N 43° 55.116 W 069° 15.653

from Local Treasures

N 43° 55.116 W 069° 15.653

When Rob and I began spending time in Maine, and he was first encountering sea-thick fog, I regaled my Missouri-born husband with half-remembered bits of a childhood book. The little girl hero of the story could time-travel through fog, go back a century to visit people in the town that once abutted her own. The town had faded away; just a few house holes remained in her present day. In telling it to him, I remembered how much I’d loved it; I wanted to find it but could only recall scattered bits, was half-afraid I’d made it up. With a little sleuthing, Rob managed to find a copy for me; it turns out that Fog Magic, by Julia Sauer, remains a much-beloved children’s story.
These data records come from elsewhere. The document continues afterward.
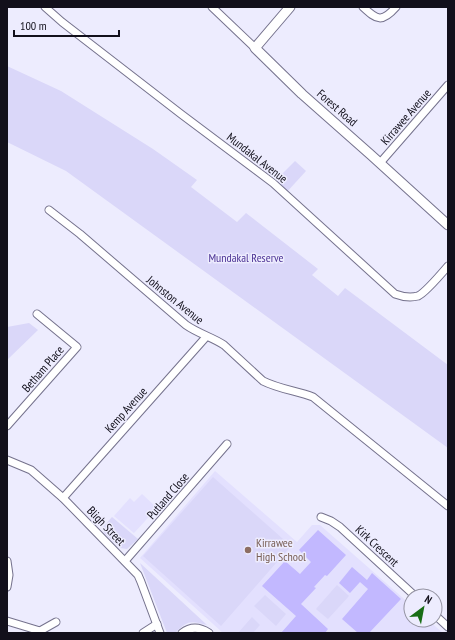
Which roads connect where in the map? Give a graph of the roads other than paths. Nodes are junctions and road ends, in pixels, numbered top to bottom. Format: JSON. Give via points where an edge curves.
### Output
{"nodes":[{"id":1,"x":45,"y":7,"type":"edge"},
{"id":2,"x":212,"y":7,"type":"edge"},
{"id":3,"x":290,"y":7,"type":"edge"},
{"id":4,"x":363,"y":7,"type":"edge"},
{"id":5,"x":396,"y":7,"type":"edge"},
{"id":6,"x":255,"y":48,"type":"junction"},
{"id":7,"x":448,"y":85,"type":"edge"},
{"id":8,"x":380,"y":163,"type":"junction"},
{"id":9,"x":49,"y":210,"type":"dead end"},
{"id":10,"x":448,"y":224,"type":"edge"},
{"id":11,"x":448,"y":266,"type":"edge"},
{"id":12,"x":36,"y":314,"type":"dead end"},
{"id":13,"x":206,"y":336,"type":"junction"},
{"id":14,"x":7,"y":426,"type":"edge"},
{"id":15,"x":227,"y":444,"type":"dead end"},
{"id":16,"x":7,"y":460,"type":"edge"},
{"id":17,"x":63,"y":498,"type":"junction"},
{"id":18,"x":448,"y":506,"type":"edge"},
{"id":19,"x":321,"y":517,"type":"dead end"},
{"id":20,"x":7,"y":561,"type":"edge"},
{"id":21,"x":125,"y":561,"type":"junction"},
{"id":22,"x":7,"y":586,"type":"edge"},
{"id":23,"x":406,"y":588,"type":"edge"},
{"id":24,"x":7,"y":621,"type":"edge"},
{"id":25,"x":56,"y":622,"type":"dead end"},
{"id":26,"x":157,"y":624,"type":"junction"},
{"id":27,"x":40,"y":632,"type":"edge"},
{"id":28,"x":143,"y":633,"type":"edge"},
{"id":29,"x":160,"y":633,"type":"edge"},
{"id":30,"x":182,"y":633,"type":"edge"},
{"id":31,"x":209,"y":633,"type":"edge"}],
"edges":[{"from":1,"to":11,"type":"street","name":"Mundakal Avenue","via":[[273,183],[395,294],[406,298],[419,296]]},
{"from":2,"to":6,"type":"street","name":"Forest Road"},
{"from":3,"to":6,"type":"street"},
{"from":4,"to":5,"type":"street","via":[[374,17],[381,18]]},
{"from":6,"to":8,"type":"street","name":"Forest Road","via":[[302,94]]},
{"from":7,"to":8,"type":"street","name":"Kirrawee Avenue"},
{"from":8,"to":10,"type":"street","name":"Forest Road"},
{"from":9,"to":13,"type":"street","name":"Johnston Avenue","via":[[186,325]]},
{"from":12,"to":14,"type":"street","name":"Betham Place","via":[[77,347]]},
{"from":13,"to":17,"type":"street","name":"Kemp Avenue"},
{"from":13,"to":18,"type":"street","name":"Johnston Avenue","via":[[224,345],[269,384],[312,398]]},
{"from":15,"to":21,"type":"street","name":"Putland Close"},
{"from":16,"to":17,"type":"street","name":"Bligh Street","via":[[31,470]]},
{"from":17,"to":21,"type":"street","name":"Bligh Street"},
{"from":19,"to":23,"type":"street","name":"Kirk Crescent","via":[[340,527]]},
{"from":20,"to":22,"type":"street"},
{"from":21,"to":26,"type":"street","name":"Bligh Street","via":[[138,575]]},
{"from":24,"to":27,"type":"street"},
{"from":25,"to":27,"type":"street"},
{"from":26,"to":28,"type":"street"},
{"from":26,"to":29,"type":"street","name":"Bligh Street"},
{"from":30,"to":31,"type":"street","via":[[187,629],[198,628]]}]}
Though I’ve not time-traveled by walking through fog, I have place-traveled. Fog makes the familiar new, the ordinary breathtaking, the world beyond vision an improbable fiction. Details soften, colors shift, light follows different rules. At this park where Marshall Point Lighthouse marks the entrance to Port Clyde Harbor, the fog has thoroughly recast space. My sister and her family are visiting from Kansas, so we decide we’ll try to geocache despite the blanket of fog. We can’t even see twenty feet ahead. Undaunted, Carli and Chip, my young niece and nephew, take charge of the GPS, and lead us all into a small stand of trees, where the fog is markedly less dense. I’m surprised to find the remains of a stone wall and a route to the harbor. I’ve been to this park dozens of times, never realized this area was part of it. After we find the cache, we decide to go toward the harbor, walk on the water’s edge and take the long way ‘round to the seaside parking area. While we scramble over the rocks, more and more of the water comes into focus. The fog is lifting. Some spots are almost clear, others still enshrouded. I don’t know how—maybe refraction off the water, or light bouncing off the misty molecules—but the fog’s begun to glow from within. And I suspect fog (much like a cache) makes places new not so much by obscuring what is, as by revealing what else is, what else has been there, unnoted, all along.